*** Information ***

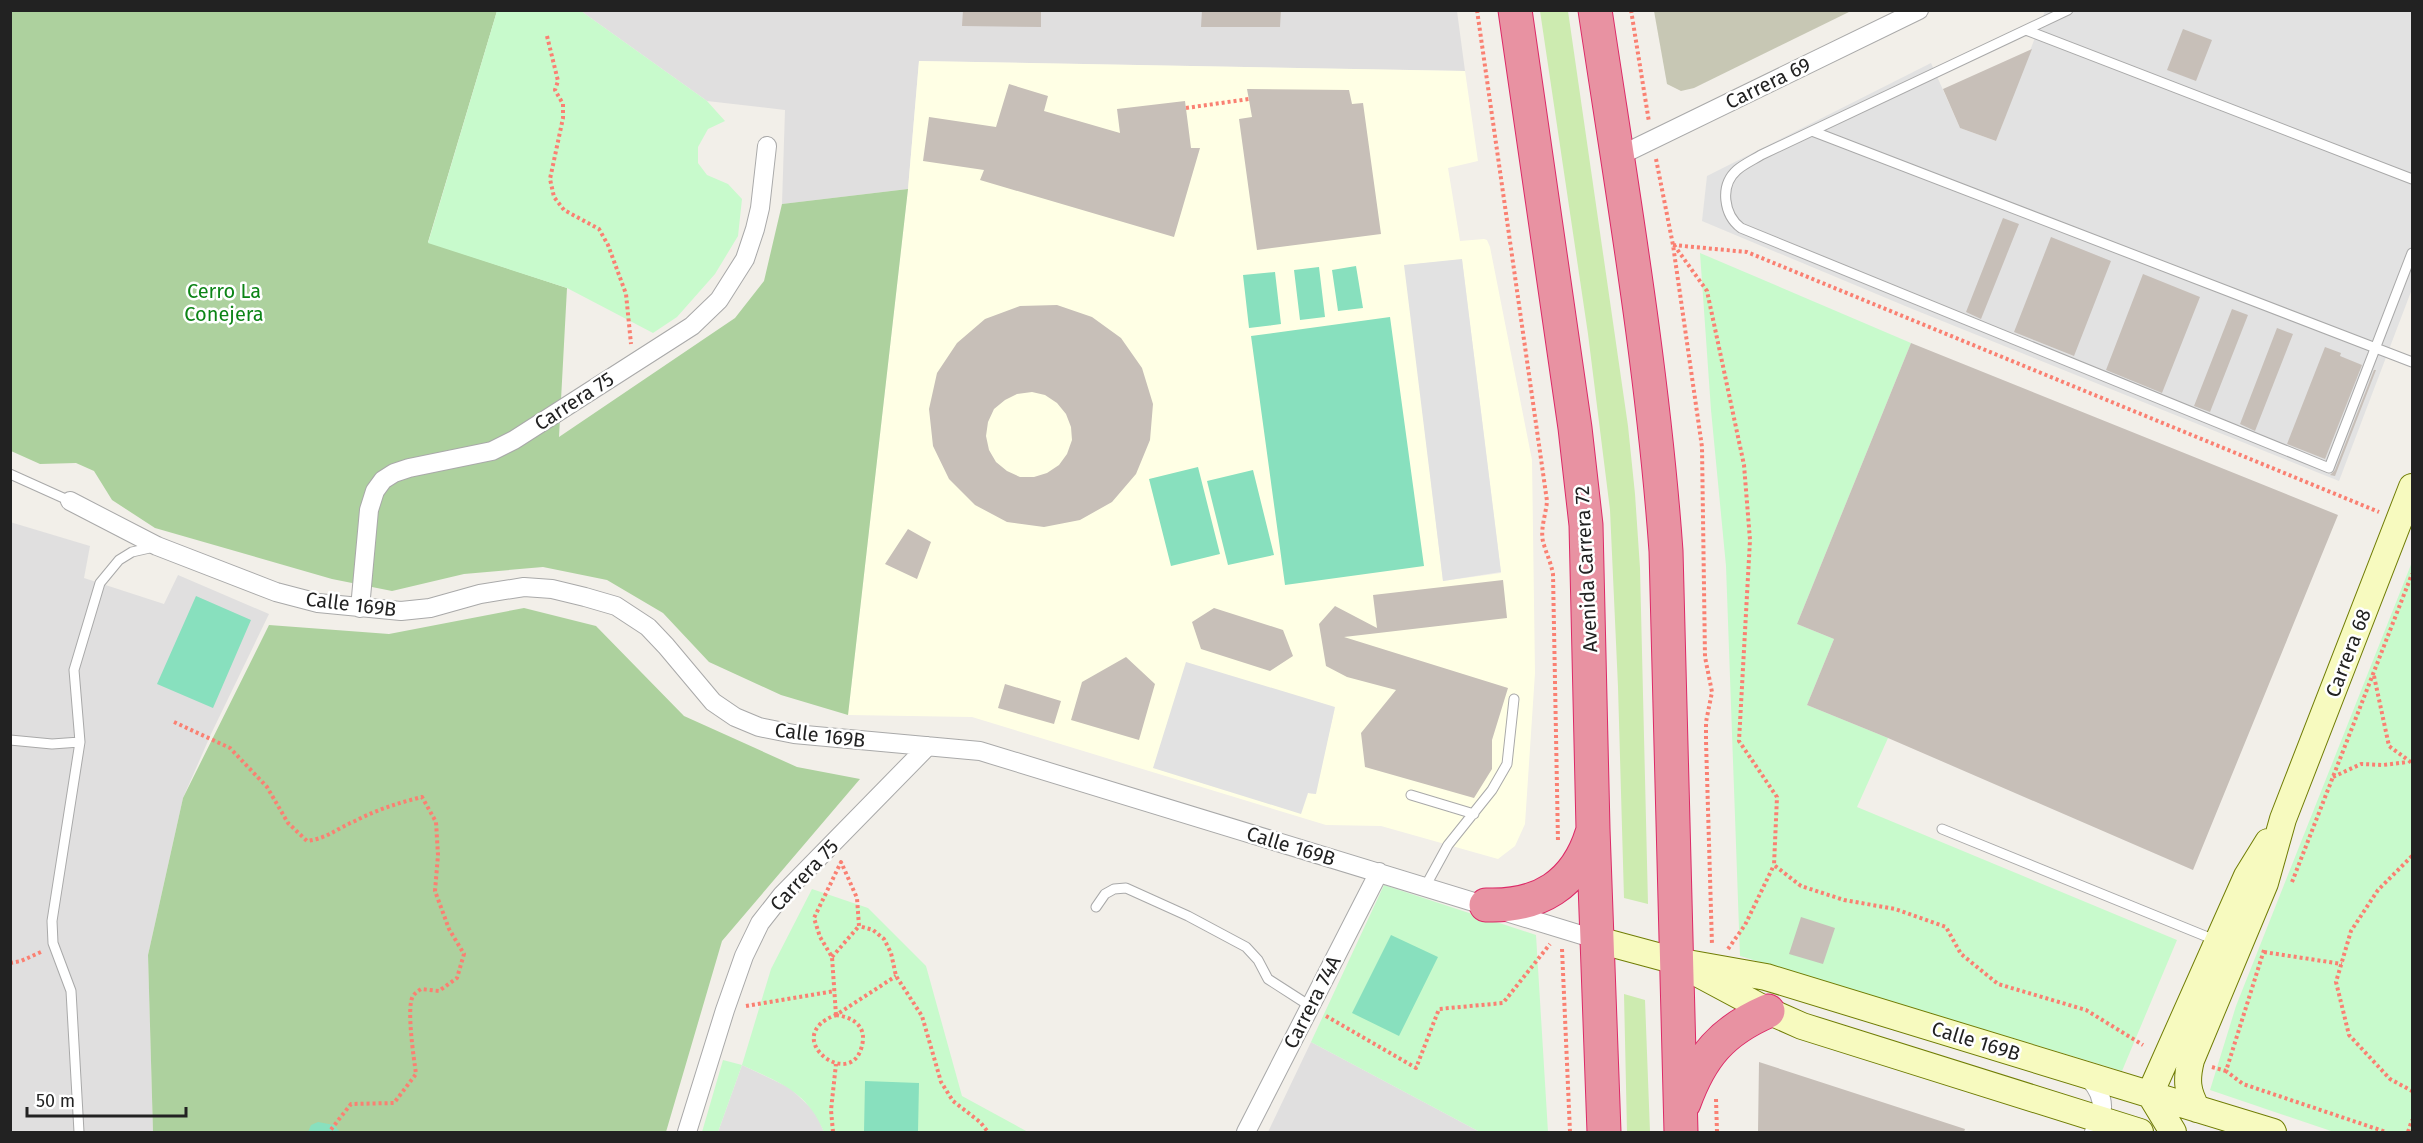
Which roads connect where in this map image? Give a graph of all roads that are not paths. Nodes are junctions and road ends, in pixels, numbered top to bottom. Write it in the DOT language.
graph roads {
  1 [pos="1515,10"];
  2 [pos="1594,10"];
  3 [pos="1919,10"];
  4 [pos="2068,10"];
  5 [pos="2026,30"];
  6 [pos="1812,131"];
  7 [pos="767,146"];
  8 [pos="1617,157"];
  9 [pos="2412,179"];
  10 [pos="2412,253"];
  11 [pos="2376,348"];
  12 [pos="2412,362"];
  13 [pos="10,474"];
  14 [pos="2412,488"];
  15 [pos="70,501"];
  16 [pos="157,546"];
  17 [pos="360,608"];
  18 [pos="1514,699"];
  19 [pos="10,740"];
  20 [pos="80,742"];
  21 [pos="928,746"];
  22 [pos="1411,795"];
  23 [pos="1474,814"];
  24 [pos="2283,819"];
  25 [pos="1593,829"];
  26 [pos="1942,830"];
  27 [pos="1379,872"];
  28 [pos="1425,887"];
  29 [pos="1486,905"];
  30 [pos="1096,906"];
  31 [pos="1598,940"];
  32 [pos="2218,941"];
  33 [pos="1676,962"];
  34 [pos="1310,1006"];
  35 [pos="1768,1011"];
  36 [pos="2084,1074"];
  37 [pos="2150,1094"];
  38 [pos="2197,1109"];
  39 [pos="1681,1123"];
  40 [pos="2097,1127"];
  41 [pos="78,1132"];
  42 [pos="687,1132"];
  43 [pos="1245,1132"];
  44 [pos="1604,1132"];
  45 [pos="2140,1132"];
  46 [pos="2173,1132"];
  47 [pos="2273,1132"];
  1 -- 25 [label="highway, Avenida Carrera 72"];
  2 -- 8 [label="highway"];
  3 -- 8 [label="street, Carrera 69"];
  4 -- 5 [label="lane"];
  5 -- 6 [label="lane"];
  5 -- 9 [label="lane"];
  6 -- 11 [label="lane"];
  6 -- 11 [label="lane"];
  7 -- 17 [label="street, Carrera 75"];
  8 -- 33 [label="highway"];
  10 -- 11 [label="lane"];
  11 -- 12 [label="lane"];
  13 -- 15 [label="lane, Calle 169B"];
  14 -- 24 [label="main road, Carrera 68"];
  15 -- 16 [label="street, Calle 169B"];
  16 -- 17 [label="street, Calle 169B"];
  16 -- 20 [label="lane"];
  17 -- 21 [label="street, Calle 169B"];
  18 -- 23 [label="lane"];
  19 -- 20 [label="lane"];
  20 -- 41 [label="lane"];
  21 -- 27 [label="street, Calle 169B"];
  21 -- 42 [label="street, Carrera 75"];
  22 -- 23 [label="lane"];
  23 -- 28 [label="lane"];
  24 -- 32 [label="main road, Carrera 68"];
  24 -- 38 [label="main road, Carrera 68"];
  25 -- 29 [label="highway"];
  25 -- 31 [label="highway, Avenida Carrera 72"];
  26 -- 32 [label="lane"];
  27 -- 28 [label="street, Calle 169B"];
  27 -- 34 [label="street, Carrera 74A"];
  28 -- 29 [label="street, Calle 169B"];
  29 -- 31 [label="street, Calle 169B"];
  30 -- 34 [label="lane"];
  31 -- 33 [label="main road, Calle 169B"];
  31 -- 44 [label="highway, Avenida Carrera 72"];
  32 -- 37 [label="main road, Carrera 68"];
  33 -- 35 [label="main road, Calle 169B"];
  33 -- 36 [label="main road, Calle 169B"];
  33 -- 39 [label="highway"];
  34 -- 43 [label="street, Carrera 74A"];
  35 -- 39 [label="highway"];
  35 -- 40 [label="main road, Calle 169B"];
  36 -- 37 [label="main road, Calle 169B"];
  36 -- 40 [label="street"];
  37 -- 38 [label="main road, Calle 169B"];
  37 -- 46 [label="main road"];
  38 -- 47 [label="main road, Calle 169B"];
  40 -- 45 [label="main road, Calle 169B"];
}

***

What is needed: Count up the lines containing "roads" in the listing above, then write that number and stop.

Exercise result: 2